Teaching In The Tank

My students were inmates (they prefer detainees) in a boys’ prison (aka Honor Camp) governed by many guards (or probation officers.) I learned much in the four years I taught there. At their ages (15-18), the state is still required to educate them.

Through many gates, under razor wire, to an enclosed camp for felony offenders, I taught U.S. history to kids who had never heard of the Holocaust. It wasn’t an easy program to teach so many different levels of knowledge at once. Nor was it easy to avoid chaos in the classroom. They could be so volatile and break into fights at any moment.

Vocabulary among the boys was so limited we could not play board games until I allowed Spanish or slang. “Tuff is not really a word,” I had to explain. “It’s really spelled ‘Tough.’” “As long as you know that ‘uno’ isn’t English we can allow it.” I refereed during one game. Games were only allowed with “back-up” which was one or two officers in the room at the time because boys would fight over the outcome. Losing caused intense frustration and anger in some.

Hopefully, I expanded their vocabularies; they sure expanded mine. “Sharks” were big boys with mental issues, “Shanking up” meant taking things from my classroom to put in a sock later and using in a fight. A “single digit midget” was a kid with less than ten days left to serve on his sentence.

For a few, I saw little hope. Short of breaking his spirit completely, the student who answered “suck this, Teacher Daniel,” every time I spoke to him, I see little chance of him ever blending smoothly into society. I could have told him that he became the thing that went bump in the night because it terrorized him; he either had to become it or overcome it and he chose the former. I don’t think it would have made a difference to him.

My musical tastes tend to run in the country and western area so Wiz Kahlifa, Dr. Dre, Snoop the Lion (fka Snoop Doggie Dog) and Tupac, be he dead or alive, has never caught my ear. But I “traded” a reading assignment (which involved them checking out a book at the new library on the grounds) with my going home and watching a video. I did stop at the Julian Library and used a computer to watch “Tupac in Hologram” at a place called Coachella and it was fun to discuss it with them the next day. It was fascinating to watch actually, except for the foul language.
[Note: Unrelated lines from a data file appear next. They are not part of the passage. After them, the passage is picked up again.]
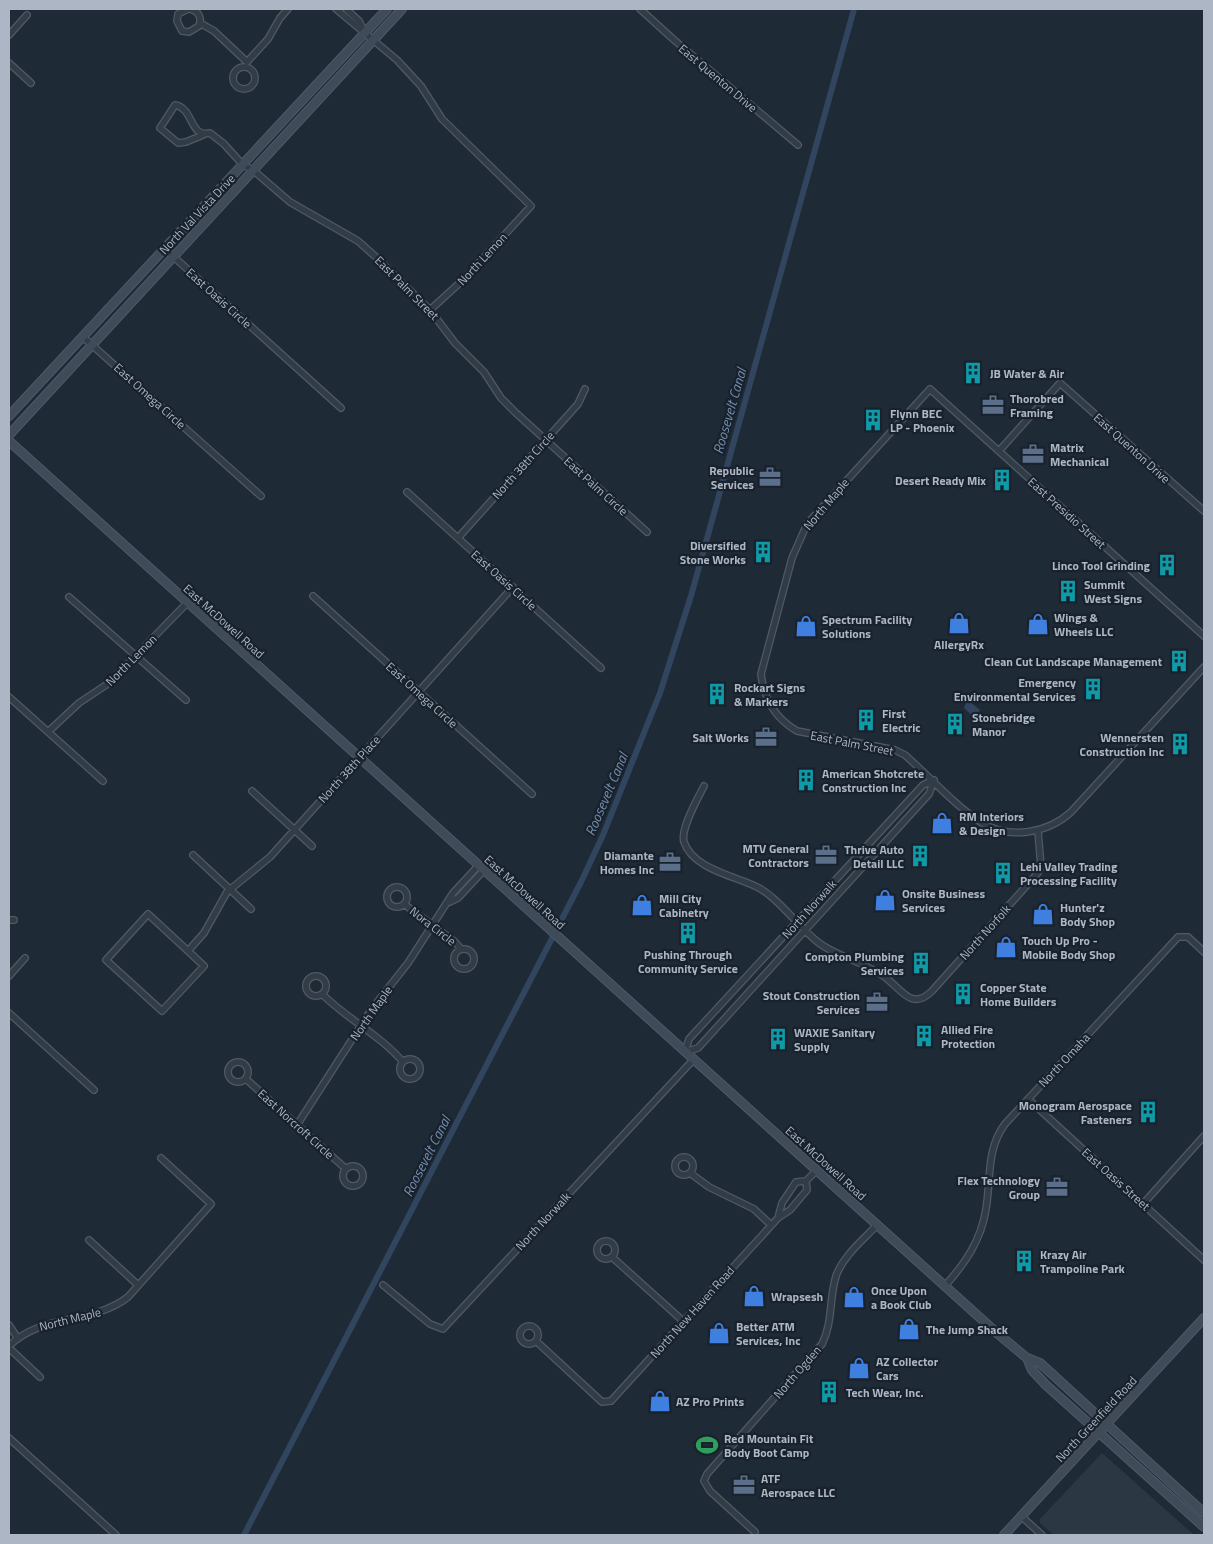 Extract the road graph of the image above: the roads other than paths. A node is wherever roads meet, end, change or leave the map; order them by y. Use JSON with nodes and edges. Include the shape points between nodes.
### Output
{"nodes":[{"id":1,"x":189,"y":9,"type":"edge"},
{"id":2,"x":288,"y":9,"type":"edge"},
{"id":3,"x":336,"y":9,"type":"edge"},
{"id":4,"x":346,"y":9,"type":"edge"},
{"id":5,"x":387,"y":9,"type":"edge"},
{"id":6,"x":402,"y":9,"type":"edge"},
{"id":7,"x":640,"y":9,"type":"edge"},
{"id":8,"x":27,"y":15,"type":"dead end"},
{"id":9,"x":200,"y":23,"type":"junction"},
{"id":10,"x":365,"y":33,"type":"junction"},
{"id":11,"x":9,"y":35,"type":"edge"},
{"id":12,"x":373,"y":40,"type":"junction"},
{"id":13,"x":9,"y":63,"type":"edge"},
{"id":14,"x":31,"y":83,"type":"dead end"},
{"id":15,"x":202,"y":135,"type":"junction"},
{"id":16,"x":798,"y":145,"type":"dead end"},
{"id":17,"x":243,"y":165,"type":"junction"},
{"id":18,"x":253,"y":170,"type":"junction"},
{"id":19,"x":165,"y":249,"type":"junction"},
{"id":20,"x":173,"y":256,"type":"junction"},
{"id":21,"x":430,"y":310,"type":"junction"},
{"id":22,"x":83,"y":337,"type":"junction"},
{"id":23,"x":92,"y":344,"type":"junction"},
{"id":24,"x":585,"y":389,"type":"dead end"},
{"id":25,"x":930,"y":389,"type":"joint"},
{"id":26,"x":341,"y":408,"type":"dead end"},
{"id":27,"x":9,"y":416,"type":"edge"},
{"id":28,"x":9,"y":435,"type":"edge"},
{"id":29,"x":9,"y":441,"type":"edge"},
{"id":30,"x":545,"y":441,"type":"junction"},
{"id":31,"x":999,"y":451,"type":"junction"},
{"id":32,"x":406,"y":492,"type":"dead end"},
{"id":33,"x":261,"y":496,"type":"dead end"},
{"id":34,"x":1204,"y":511,"type":"edge"},
{"id":35,"x":647,"y":532,"type":"dead end"},
{"id":36,"x":458,"y":538,"type":"junction"},
{"id":37,"x":513,"y":587,"type":"junction"},
{"id":38,"x":313,"y":596,"type":"dead end"},
{"id":39,"x":70,"y":597,"type":"dead end"},
{"id":40,"x":187,"y":603,"type":"junction"},
{"id":41,"x":1204,"y":636,"type":"edge"},
{"id":42,"x":136,"y":656,"type":"junction"},
{"id":43,"x":1204,"y":667,"type":"edge"},
{"id":44,"x":601,"y":668,"type":"dead end"},
{"id":45,"x":419,"y":692,"type":"junction"},
{"id":46,"x":9,"y":697,"type":"edge"},
{"id":47,"x":186,"y":700,"type":"dead end"},
{"id":48,"x":770,"y":704,"type":"joint"},
{"id":49,"x":48,"y":732,"type":"junction"},
{"id":50,"x":359,"y":758,"type":"junction"},
{"id":51,"x":934,"y":780,"type":"junction"},
{"id":52,"x":103,"y":781,"type":"dead end"},
{"id":53,"x":704,"y":786,"type":"dead end"},
{"id":54,"x":252,"y":791,"type":"dead end"},
{"id":55,"x":532,"y":794,"type":"dead end"},
{"id":56,"x":295,"y":830,"type":"junction"},
{"id":57,"x":1038,"y":831,"type":"junction"},
{"id":58,"x":871,"y":842,"type":"junction"},
{"id":59,"x":312,"y":846,"type":"dead end"},
{"id":60,"x":879,"y":849,"type":"junction"},
{"id":61,"x":193,"y":855,"type":"dead end"},
{"id":62,"x":481,"y":868,"type":"junction"},
{"id":63,"x":230,"y":890,"type":"junction"},
{"id":64,"x":404,"y":904,"type":"dead end"},
{"id":65,"x":251,"y":909,"type":"dead end"},
{"id":66,"x":433,"y":926,"type":"junction"},
{"id":67,"x":801,"y":927,"type":"junction"},
{"id":68,"x":461,"y":949,"type":"dead end"},
{"id":69,"x":188,"y":951,"type":"junction"},
{"id":70,"x":1204,"y":952,"type":"edge"},
{"id":71,"x":25,"y":958,"type":"dead end"},
{"id":72,"x":9,"y":976,"type":"edge"},
{"id":73,"x":322,"y":994,"type":"dead end"},
{"id":74,"x":9,"y":1013,"type":"edge"},
{"id":75,"x":361,"y":1026,"type":"junction"},
{"id":76,"x":685,"y":1052,"type":"junction"},
{"id":77,"x":694,"y":1059,"type":"junction"},
{"id":78,"x":403,"y":1062,"type":"dead end"},
{"id":79,"x":246,"y":1079,"type":"dead end"},
{"id":80,"x":94,"y":1090,"type":"dead end"},
{"id":81,"x":1028,"y":1099,"type":"junction"},
{"id":82,"x":297,"y":1125,"type":"junction"},
{"id":83,"x":1204,"y":1136,"type":"edge"},
{"id":84,"x":161,"y":1158,"type":"dead end"},
{"id":85,"x":346,"y":1169,"type":"dead end"},
{"id":86,"x":816,"y":1170,"type":"junction"},
{"id":87,"x":690,"y":1173,"type":"dead end"},
{"id":88,"x":806,"y":1181,"type":"junction"},
{"id":89,"x":1143,"y":1204,"type":"junction"},
{"id":90,"x":778,"y":1218,"type":"junction"},
{"id":91,"x":771,"y":1225,"type":"junction"},
{"id":92,"x":877,"y":1225,"type":"junction"},
{"id":93,"x":89,"y":1240,"type":"dead end"},
{"id":94,"x":612,"y":1257,"type":"dead end"},
{"id":95,"x":1204,"y":1260,"type":"edge"},
{"id":96,"x":138,"y":1285,"type":"junction"},
{"id":97,"x":383,"y":1286,"type":"dead end"},
{"id":98,"x":944,"y":1286,"type":"junction"},
{"id":99,"x":1204,"y":1318,"type":"edge"},
{"id":100,"x":683,"y":1321,"type":"junction"},
{"id":101,"x":9,"y":1325,"type":"edge"},
{"id":102,"x":17,"y":1338,"type":"junction"},
{"id":103,"x":536,"y":1341,"type":"dead end"},
{"id":104,"x":9,"y":1347,"type":"edge"},
{"id":105,"x":1027,"y":1358,"type":"junction"},
{"id":106,"x":40,"y":1377,"type":"dead end"},
{"id":107,"x":1106,"y":1424,"type":"junction"},
{"id":108,"x":1099,"y":1432,"type":"junction"},
{"id":109,"x":9,"y":1438,"type":"edge"},
{"id":110,"x":1204,"y":1513,"type":"edge"},
{"id":111,"x":1021,"y":1516,"type":"junction"},
{"id":112,"x":1204,"y":1527,"type":"edge"},
{"id":113,"x":755,"y":1532,"type":"dead end"},
{"id":114,"x":116,"y":1535,"type":"edge"},
{"id":115,"x":1004,"y":1535,"type":"edge"},
{"id":116,"x":1042,"y":1535,"type":"edge"}],
"edges":[{"from":1,"to":9,"type":"street","via":[[199,15]]},
{"from":1,"to":9,"type":"street","via":[[181,11],[177,18],[180,28],[186,32],[193,31]]},
{"from":2,"to":9,"type":"street","via":[[246,65],[214,31]]},
{"from":3,"to":10,"type":"street"},
{"from":4,"to":10,"type":"street","via":[[359,21]]},
{"from":5,"to":10,"type":"main road","name":"North Val Vista Drive"},
{"from":6,"to":12,"type":"main road","name":"North Val Vista Drive"},
{"from":7,"to":16,"type":"street","name":"East Quenton Drive"},
{"from":8,"to":11,"type":"street"},
{"from":10,"to":12,"type":"street"},
{"from":10,"to":17,"type":"main road","name":"North Val Vista Drive"},
{"from":12,"to":18,"type":"main road","name":"North Val Vista Drive"},
{"from":12,"to":21,"type":"street","name":"North Lemon","via":[[411,74],[448,126],[531,206],[465,278]]},
{"from":13,"to":14,"type":"street"},
{"from":15,"to":15,"type":"street","via":[[196,132],[189,114],[181,106],[175,105],[160,128],[178,143]]},
{"from":15,"to":17,"type":"street","name":"East Palm Street","via":[[210,133],[217,138]]},
{"from":17,"to":18,"type":"street","name":"East Palm Street"},
{"from":17,"to":19,"type":"main road","name":"North Val Vista Drive"},
{"from":18,"to":20,"type":"main road","name":"North Val Vista Drive"},
{"from":18,"to":21,"type":"street","name":"East Palm Street","via":[[290,202],[358,241]]},
{"from":19,"to":20,"type":"street","name":"East Oasis Circle"},
{"from":19,"to":22,"type":"main road","name":"North Val Vista Drive"},
{"from":20,"to":23,"type":"main road","name":"North Val Vista Drive"},
{"from":20,"to":26,"type":"street","name":"East Oasis Circle"},
{"from":21,"to":30,"type":"street","name":"East Palm Street","via":[[455,343],[484,372],[501,398]]},
{"from":22,"to":23,"type":"street","name":"East Omega Circle"},
{"from":22,"to":27,"type":"main road","name":"North Val Vista Drive"},
{"from":23,"to":28,"type":"main road","name":"North Val Vista Drive"},
{"from":23,"to":33,"type":"street","name":"East Omega Circle"},
{"from":24,"to":30,"type":"street","name":"North 38th Circle","via":[[578,404]]},
{"from":25,"to":31,"type":"street","name":"East Presidio Street"},
{"from":25,"to":48,"type":"street","name":"North Maple","via":[[816,512],[799,538],[763,662],[762,683]]},
{"from":29,"to":40,"type":"main road","name":"East McDowell Road"},
{"from":30,"to":35,"type":"street","name":"East Palm Circle"},
{"from":30,"to":36,"type":"street","name":"North 38th Circle"},
{"from":31,"to":34,"type":"street","name":"East Quenton Drive","via":[[1060,384]]},
{"from":31,"to":41,"type":"street","name":"East Presidio Street"},
{"from":32,"to":36,"type":"street","name":"East Oasis Circle"},
{"from":36,"to":37,"type":"street","name":"East Oasis Circle"},
{"from":37,"to":44,"type":"street","name":"East Oasis Circle"},
{"from":37,"to":45,"type":"street","name":"North 38th Place"},
{"from":38,"to":45,"type":"street","name":"East Omega Circle"},
{"from":39,"to":42,"type":"street"},
{"from":40,"to":42,"type":"street","name":"North Lemon"},
{"from":40,"to":50,"type":"main road","name":"East McDowell Road"},
{"from":42,"to":47,"type":"street"},
{"from":42,"to":49,"type":"street","name":"North Lemon","via":[[110,683],[79,703]]},
{"from":43,"to":57,"type":"street","via":[[1062,821]]},
{"from":45,"to":50,"type":"street","name":"North 38th Place"},
{"from":45,"to":55,"type":"street","name":"East Omega Circle"},
{"from":46,"to":49,"type":"street"},
{"from":48,"to":51,"type":"street","name":"East Palm Street","via":[[781,720],[797,731],[895,750]]},
{"from":49,"to":52,"type":"street"},
{"from":50,"to":56,"type":"street","name":"North 38th Place"},
{"from":50,"to":62,"type":"main road","name":"East McDowell Road"},
{"from":51,"to":57,"type":"street","name":"East Palm Street","via":[[984,824],[1008,832]]},
{"from":51,"to":58,"type":"street","name":"North Norwalk","via":[[923,785]]},
{"from":51,"to":60,"type":"street","name":"North Norwalk","via":[[929,794]]},
{"from":53,"to":67,"type":"street","via":[[685,826],[684,841],[691,853],[706,866],[757,887]]},
{"from":54,"to":56,"type":"street"},
{"from":56,"to":59,"type":"street"},
{"from":56,"to":63,"type":"street","name":"North 38th Place","via":[[270,857]]},
{"from":57,"to":67,"type":"street","name":"North Norfolk","via":[[1041,867],[1037,874],[926,997],[909,998],[881,974],[834,953]]},
{"from":58,"to":60,"type":"street"},
{"from":58,"to":67,"type":"street","name":"North Norwalk"},
{"from":60,"to":67,"type":"street","name":"North Norwalk"},
{"from":61,"to":63,"type":"street"},
{"from":62,"to":66,"type":"street","name":"North Maple","via":[[453,893]]},
{"from":62,"to":76,"type":"main road","name":"East McDowell Road"},
{"from":63,"to":65,"type":"street"},
{"from":63,"to":69,"type":"street","name":"North 38th Place","via":[[204,934]]},
{"from":64,"to":66,"type":"street","name":"Nora Circle"},
{"from":66,"to":68,"type":"street","name":"Nora Circle"},
{"from":66,"to":75,"type":"street","name":"North Maple"},
{"from":67,"to":76,"type":"street","name":"North Norwalk","via":[[689,1039]]},
{"from":67,"to":76,"type":"street","name":"North Norwalk","via":[[698,1048]]},
{"from":69,"to":69,"type":"street","via":[[204,966],[162,1012],[106,960],[148,914]]},
{"from":70,"to":81,"type":"street","name":"North Omaha","via":[[1184,936],[1178,937]]},
{"from":71,"to":72,"type":"street"},
{"from":73,"to":75,"type":"street"},
{"from":74,"to":80,"type":"street"},
{"from":75,"to":78,"type":"street"},
{"from":75,"to":82,"type":"street","name":"North Maple"},
{"from":76,"to":77,"type":"main road","name":"East McDowell Road"},
{"from":77,"to":86,"type":"main road","name":"East McDowell Road"},
{"from":77,"to":97,"type":"street","name":"North Norwalk","via":[[443,1329],[430,1324]]},
{"from":79,"to":82,"type":"street","name":"East Norcroft Circle"},
{"from":81,"to":89,"type":"street","name":"East Oasis Street"},
{"from":81,"to":98,"type":"street","name":"North Omaha","via":[[995,1140],[980,1234],[963,1265]]},
{"from":82,"to":85,"type":"street","name":"East Norcroft Circle"},
{"from":83,"to":89,"type":"street"},
{"from":84,"to":96,"type":"street","name":"North Maple","via":[[211,1204]]},
{"from":86,"to":88,"type":"street","name":"North New Haven Road"},
{"from":86,"to":92,"type":"main road","name":"East McDowell Road"},
{"from":87,"to":91,"type":"street","via":[[709,1187],[754,1209]]},
{"from":88,"to":90,"type":"street","name":"North New Haven Road","via":[[807,1190],[790,1210]]},
{"from":88,"to":90,"type":"street","name":"North New Haven Road","via":[[796,1182],[782,1203]]},
{"from":89,"to":95,"type":"street","name":"East Oasis Street"},
{"from":90,"to":91,"type":"street","name":"North New Haven Road"},
{"from":91,"to":100,"type":"street","name":"North New Haven Road"},
{"from":92,"to":98,"type":"main road","name":"East McDowell Road"},
{"from":92,"to":113,"type":"street","name":"North Ogden","via":[[842,1264],[836,1277],[829,1327],[822,1344],[712,1466],[704,1481],[710,1491]]},
{"from":93,"to":96,"type":"street"},
{"from":94,"to":100,"type":"street"},
{"from":96,"to":102,"type":"street","name":"North Maple","via":[[128,1297],[106,1310],[52,1322]]},
{"from":98,"to":105,"type":"main road","name":"East McDowell Road"},
{"from":99,"to":107,"type":"main road","name":"North Greenfield Road"},
{"from":100,"to":103,"type":"street","name":"North New Haven Road","via":[[611,1401],[602,1402]]},
{"from":101,"to":102,"type":"street"},
{"from":102,"to":104,"type":"street","name":"North Maple"},
{"from":104,"to":106,"type":"street"},
{"from":105,"to":107,"type":"main road","name":"East McDowell Road","via":[[1040,1363]]},
{"from":105,"to":108,"type":"main road","name":"East McDowell Road","via":[[1032,1370]]},
{"from":107,"to":108,"type":"main road","name":"North Greenfield Road"},
{"from":107,"to":110,"type":"main road","name":"East McDowell Road"},
{"from":108,"to":111,"type":"main road","name":"North Greenfield Road"},
{"from":108,"to":112,"type":"main road","name":"East McDowell Road"},
{"from":109,"to":114,"type":"street"},
{"from":111,"to":115,"type":"main road","name":"North Greenfield Road"},
{"from":111,"to":116,"type":"street"}]}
There was utter darkness but plenty of light in there. Some gave me a cold chill. One insisted on telling me everything his Ouija board was saying about me. “It’s how I talk to Satan,” he explained when I asked what drew him to such a macabre game. “He wants to know why you’re here with us,” he informed me. More than once I told him I was praying for him which was probably not allowed but neither are satanic communications on school grounds I figured.

I worked for the county and was moved me around between 3 facilities-all juvenile offender camps. My recurring thought when I visited these ‘campuses’ was how to move some of these inmates into the taxpayer file. Caging all these warriors at $30K per kid, per year, is always going to run at a deficit. There are too many of them and the numbers are growing. Classes were beyond capacity when I left.

My thought was that if I could inspire just one kid to ideate himself as something beyond a criminal, he could shift from being a burden to a taxpayer. Maybe then he could become the asset he was sent here to be. The painter, singer, builder, doctor-whatever the original cards dealt. I doubt the universe sent anyone here to be a thug.

One student announced that he had killed a guy and didn’t understand what he was doing still alive. He pointed to a new inmate that was being escorted in by guards and said, ” I killed that guy!” “Me and a friend wrapped him in a carpet, tied the ends and threw it in the Escondido reservoir,” he explained.

Later, that boy was in my class. I asked if he knew people thought he died and he said, “I did die. I drowned.” “The nurses brought me back and showed me the water they pumped out of me. It was filled with beetles and grass and it was nasty,” he told me. “I was underwater and my dead grandfather showed up and took me by the arm. He led me to a place ‘above’ my mother’s apartment and he pointed down into it and said “Don’t leave my daughter here. Go back and get her out of there. She is not safe!’” the boy told me.

Then he said “my old dog showed up and tackled me and while we were wrestling, I thought “Okay Grampa, I’ll go back.” “At that thought, I woke up in the hospital and my mother was there crying and the nurse said, ‘Welcome back!’” He said that he felt so good, so happy and peaceful that they didn’t understand. He said he hasn’t told anyone about seeing his grandfather.

“It’s called a ‘peace which surpasses all explanation’ son and it’s what my people aspire to experience. We live for it in fact. Thanks for giving me more hope that it is real,” I told him.

At the end of the day, I saw more hope than darkness. There’s far too much talent and raw energy in there to waste by ignoring it or hoping it will die down over time-while caged and learning all kinds of new ways to break laws. I hope we don’t lose these young men and we preserve some of that raw potential.